[Saved data entries]
--- START ---

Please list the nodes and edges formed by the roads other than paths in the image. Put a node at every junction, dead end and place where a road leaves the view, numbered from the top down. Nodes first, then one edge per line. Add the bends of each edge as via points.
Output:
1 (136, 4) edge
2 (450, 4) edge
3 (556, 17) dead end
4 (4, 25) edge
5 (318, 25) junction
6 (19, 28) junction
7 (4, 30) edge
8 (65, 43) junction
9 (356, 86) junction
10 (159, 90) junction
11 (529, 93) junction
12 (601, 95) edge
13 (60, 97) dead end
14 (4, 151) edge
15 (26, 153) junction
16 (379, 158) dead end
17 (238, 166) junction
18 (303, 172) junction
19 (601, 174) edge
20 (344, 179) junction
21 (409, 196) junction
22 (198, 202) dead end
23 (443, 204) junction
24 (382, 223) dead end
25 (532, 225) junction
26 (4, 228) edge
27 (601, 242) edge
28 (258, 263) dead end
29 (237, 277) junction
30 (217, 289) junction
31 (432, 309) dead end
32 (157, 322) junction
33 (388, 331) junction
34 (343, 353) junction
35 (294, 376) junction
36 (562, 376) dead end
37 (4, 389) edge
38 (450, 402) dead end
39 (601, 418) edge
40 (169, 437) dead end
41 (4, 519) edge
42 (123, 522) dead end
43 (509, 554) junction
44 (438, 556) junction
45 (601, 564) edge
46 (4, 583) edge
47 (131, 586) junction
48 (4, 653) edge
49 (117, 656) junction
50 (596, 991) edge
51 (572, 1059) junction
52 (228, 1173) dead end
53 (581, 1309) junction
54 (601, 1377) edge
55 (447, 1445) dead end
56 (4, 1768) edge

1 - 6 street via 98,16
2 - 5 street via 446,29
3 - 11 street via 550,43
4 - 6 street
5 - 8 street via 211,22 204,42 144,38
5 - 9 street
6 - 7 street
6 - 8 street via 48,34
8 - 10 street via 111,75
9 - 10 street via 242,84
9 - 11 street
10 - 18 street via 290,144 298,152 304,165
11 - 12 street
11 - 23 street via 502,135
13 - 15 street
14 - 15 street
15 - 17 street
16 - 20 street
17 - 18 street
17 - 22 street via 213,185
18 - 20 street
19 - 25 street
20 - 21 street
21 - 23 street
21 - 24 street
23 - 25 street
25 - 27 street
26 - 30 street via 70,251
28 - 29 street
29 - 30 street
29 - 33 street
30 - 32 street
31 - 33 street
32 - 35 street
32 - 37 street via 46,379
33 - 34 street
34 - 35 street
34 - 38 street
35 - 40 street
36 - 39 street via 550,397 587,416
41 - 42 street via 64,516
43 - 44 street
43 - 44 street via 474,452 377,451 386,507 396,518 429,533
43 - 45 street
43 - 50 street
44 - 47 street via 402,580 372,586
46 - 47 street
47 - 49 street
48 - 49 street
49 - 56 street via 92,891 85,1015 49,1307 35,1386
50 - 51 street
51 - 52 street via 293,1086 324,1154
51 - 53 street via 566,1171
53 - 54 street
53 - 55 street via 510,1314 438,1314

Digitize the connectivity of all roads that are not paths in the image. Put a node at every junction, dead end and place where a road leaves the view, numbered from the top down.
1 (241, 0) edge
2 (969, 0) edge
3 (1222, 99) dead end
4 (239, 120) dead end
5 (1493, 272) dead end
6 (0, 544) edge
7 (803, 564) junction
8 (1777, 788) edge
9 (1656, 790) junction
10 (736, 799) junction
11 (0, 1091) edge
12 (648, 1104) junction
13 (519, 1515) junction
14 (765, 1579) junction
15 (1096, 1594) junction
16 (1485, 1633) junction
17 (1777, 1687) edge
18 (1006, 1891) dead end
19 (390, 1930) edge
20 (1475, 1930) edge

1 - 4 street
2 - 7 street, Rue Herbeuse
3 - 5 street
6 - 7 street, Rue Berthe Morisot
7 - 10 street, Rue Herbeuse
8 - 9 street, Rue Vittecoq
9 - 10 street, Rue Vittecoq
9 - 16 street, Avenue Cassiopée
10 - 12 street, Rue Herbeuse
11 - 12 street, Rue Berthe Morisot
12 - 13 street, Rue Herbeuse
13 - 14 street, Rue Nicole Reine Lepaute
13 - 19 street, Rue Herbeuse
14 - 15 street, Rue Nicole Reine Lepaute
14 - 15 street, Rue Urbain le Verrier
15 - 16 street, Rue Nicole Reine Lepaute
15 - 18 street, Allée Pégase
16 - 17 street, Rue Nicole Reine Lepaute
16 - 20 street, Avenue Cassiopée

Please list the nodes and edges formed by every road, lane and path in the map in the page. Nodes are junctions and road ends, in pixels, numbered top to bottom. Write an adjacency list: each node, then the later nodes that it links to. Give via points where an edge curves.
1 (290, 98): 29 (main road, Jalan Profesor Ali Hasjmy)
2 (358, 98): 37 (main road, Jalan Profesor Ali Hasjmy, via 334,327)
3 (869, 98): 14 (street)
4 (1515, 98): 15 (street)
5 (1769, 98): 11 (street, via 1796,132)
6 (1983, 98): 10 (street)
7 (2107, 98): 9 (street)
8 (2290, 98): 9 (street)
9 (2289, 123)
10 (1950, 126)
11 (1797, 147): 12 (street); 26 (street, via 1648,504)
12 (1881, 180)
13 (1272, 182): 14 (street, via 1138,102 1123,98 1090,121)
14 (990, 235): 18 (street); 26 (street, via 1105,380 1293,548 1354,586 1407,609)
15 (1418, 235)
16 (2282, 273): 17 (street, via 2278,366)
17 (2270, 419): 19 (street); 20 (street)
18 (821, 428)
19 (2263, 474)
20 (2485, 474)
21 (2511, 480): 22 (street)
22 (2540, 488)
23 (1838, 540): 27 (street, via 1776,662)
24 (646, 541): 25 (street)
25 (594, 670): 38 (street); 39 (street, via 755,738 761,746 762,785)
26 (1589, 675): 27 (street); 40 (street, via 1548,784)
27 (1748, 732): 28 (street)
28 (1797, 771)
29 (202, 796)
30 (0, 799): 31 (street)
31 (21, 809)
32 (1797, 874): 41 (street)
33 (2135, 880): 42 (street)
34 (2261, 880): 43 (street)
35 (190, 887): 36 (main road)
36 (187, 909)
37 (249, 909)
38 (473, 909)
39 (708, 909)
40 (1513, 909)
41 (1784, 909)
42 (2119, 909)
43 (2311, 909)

--- END ---

Task description: All of the data needs to be repeated exactly.

Exercise result:
Please list the nodes and edges formed by the roads other than paths in the image. Put a node at every junction, dead end and place where a road leaves the view, numbered from the top down. Nodes first, then one edge per line. Add the bends of each edge as via points.
Output:
1 (136, 4) edge
2 (450, 4) edge
3 (556, 17) dead end
4 (4, 25) edge
5 (318, 25) junction
6 (19, 28) junction
7 (4, 30) edge
8 (65, 43) junction
9 (356, 86) junction
10 (159, 90) junction
11 (529, 93) junction
12 (601, 95) edge
13 (60, 97) dead end
14 (4, 151) edge
15 (26, 153) junction
16 (379, 158) dead end
17 (238, 166) junction
18 (303, 172) junction
19 (601, 174) edge
20 (344, 179) junction
21 (409, 196) junction
22 (198, 202) dead end
23 (443, 204) junction
24 (382, 223) dead end
25 (532, 225) junction
26 (4, 228) edge
27 (601, 242) edge
28 (258, 263) dead end
29 (237, 277) junction
30 (217, 289) junction
31 (432, 309) dead end
32 (157, 322) junction
33 (388, 331) junction
34 (343, 353) junction
35 (294, 376) junction
36 (562, 376) dead end
37 (4, 389) edge
38 (450, 402) dead end
39 (601, 418) edge
40 (169, 437) dead end
41 (4, 519) edge
42 (123, 522) dead end
43 (509, 554) junction
44 (438, 556) junction
45 (601, 564) edge
46 (4, 583) edge
47 (131, 586) junction
48 (4, 653) edge
49 (117, 656) junction
50 (596, 991) edge
51 (572, 1059) junction
52 (228, 1173) dead end
53 (581, 1309) junction
54 (601, 1377) edge
55 (447, 1445) dead end
56 (4, 1768) edge

1 - 6 street via 98,16
2 - 5 street via 446,29
3 - 11 street via 550,43
4 - 6 street
5 - 8 street via 211,22 204,42 144,38
5 - 9 street
6 - 7 street
6 - 8 street via 48,34
8 - 10 street via 111,75
9 - 10 street via 242,84
9 - 11 street
10 - 18 street via 290,144 298,152 304,165
11 - 12 street
11 - 23 street via 502,135
13 - 15 street
14 - 15 street
15 - 17 street
16 - 20 street
17 - 18 street
17 - 22 street via 213,185
18 - 20 street
19 - 25 street
20 - 21 street
21 - 23 street
21 - 24 street
23 - 25 street
25 - 27 street
26 - 30 street via 70,251
28 - 29 street
29 - 30 street
29 - 33 street
30 - 32 street
31 - 33 street
32 - 35 street
32 - 37 street via 46,379
33 - 34 street
34 - 35 street
34 - 38 street
35 - 40 street
36 - 39 street via 550,397 587,416
41 - 42 street via 64,516
43 - 44 street
43 - 44 street via 474,452 377,451 386,507 396,518 429,533
43 - 45 street
43 - 50 street
44 - 47 street via 402,580 372,586
46 - 47 street
47 - 49 street
48 - 49 street
49 - 56 street via 92,891 85,1015 49,1307 35,1386
50 - 51 street
51 - 52 street via 293,1086 324,1154
51 - 53 street via 566,1171
53 - 54 street
53 - 55 street via 510,1314 438,1314

Digitize the connectivity of all roads that are not paths in the image. Put a node at every junction, dead end and place where a road leaves the view, numbered from the top down.
1 (241, 0) edge
2 (969, 0) edge
3 (1222, 99) dead end
4 (239, 120) dead end
5 (1493, 272) dead end
6 (0, 544) edge
7 (803, 564) junction
8 (1777, 788) edge
9 (1656, 790) junction
10 (736, 799) junction
11 (0, 1091) edge
12 (648, 1104) junction
13 (519, 1515) junction
14 (765, 1579) junction
15 (1096, 1594) junction
16 (1485, 1633) junction
17 (1777, 1687) edge
18 (1006, 1891) dead end
19 (390, 1930) edge
20 (1475, 1930) edge

1 - 4 street
2 - 7 street, Rue Herbeuse
3 - 5 street
6 - 7 street, Rue Berthe Morisot
7 - 10 street, Rue Herbeuse
8 - 9 street, Rue Vittecoq
9 - 10 street, Rue Vittecoq
9 - 16 street, Avenue Cassiopée
10 - 12 street, Rue Herbeuse
11 - 12 street, Rue Berthe Morisot
12 - 13 street, Rue Herbeuse
13 - 14 street, Rue Nicole Reine Lepaute
13 - 19 street, Rue Herbeuse
14 - 15 street, Rue Nicole Reine Lepaute
14 - 15 street, Rue Urbain le Verrier
15 - 16 street, Rue Nicole Reine Lepaute
15 - 18 street, Allée Pégase
16 - 17 street, Rue Nicole Reine Lepaute
16 - 20 street, Avenue Cassiopée

Please list the nodes and edges formed by every road, lane and path in the map in the page. Nodes are junctions and road ends, in pixels, numbered top to bottom. Write an adjacency list: each node, then the later nodes that it links to. Give via points where an edge curves.
1 (290, 98): 29 (main road, Jalan Profesor Ali Hasjmy)
2 (358, 98): 37 (main road, Jalan Profesor Ali Hasjmy, via 334,327)
3 (869, 98): 14 (street)
4 (1515, 98): 15 (street)
5 (1769, 98): 11 (street, via 1796,132)
6 (1983, 98): 10 (street)
7 (2107, 98): 9 (street)
8 (2290, 98): 9 (street)
9 (2289, 123)
10 (1950, 126)
11 (1797, 147): 12 (street); 26 (street, via 1648,504)
12 (1881, 180)
13 (1272, 182): 14 (street, via 1138,102 1123,98 1090,121)
14 (990, 235): 18 (street); 26 (street, via 1105,380 1293,548 1354,586 1407,609)
15 (1418, 235)
16 (2282, 273): 17 (street, via 2278,366)
17 (2270, 419): 19 (street); 20 (street)
18 (821, 428)
19 (2263, 474)
20 (2485, 474)
21 (2511, 480): 22 (street)
22 (2540, 488)
23 (1838, 540): 27 (street, via 1776,662)
24 (646, 541): 25 (street)
25 (594, 670): 38 (street); 39 (street, via 755,738 761,746 762,785)
26 (1589, 675): 27 (street); 40 (street, via 1548,784)
27 (1748, 732): 28 (street)
28 (1797, 771)
29 (202, 796)
30 (0, 799): 31 (street)
31 (21, 809)
32 (1797, 874): 41 (street)
33 (2135, 880): 42 (street)
34 (2261, 880): 43 (street)
35 (190, 887): 36 (main road)
36 (187, 909)
37 (249, 909)
38 (473, 909)
39 (708, 909)
40 (1513, 909)
41 (1784, 909)
42 (2119, 909)
43 (2311, 909)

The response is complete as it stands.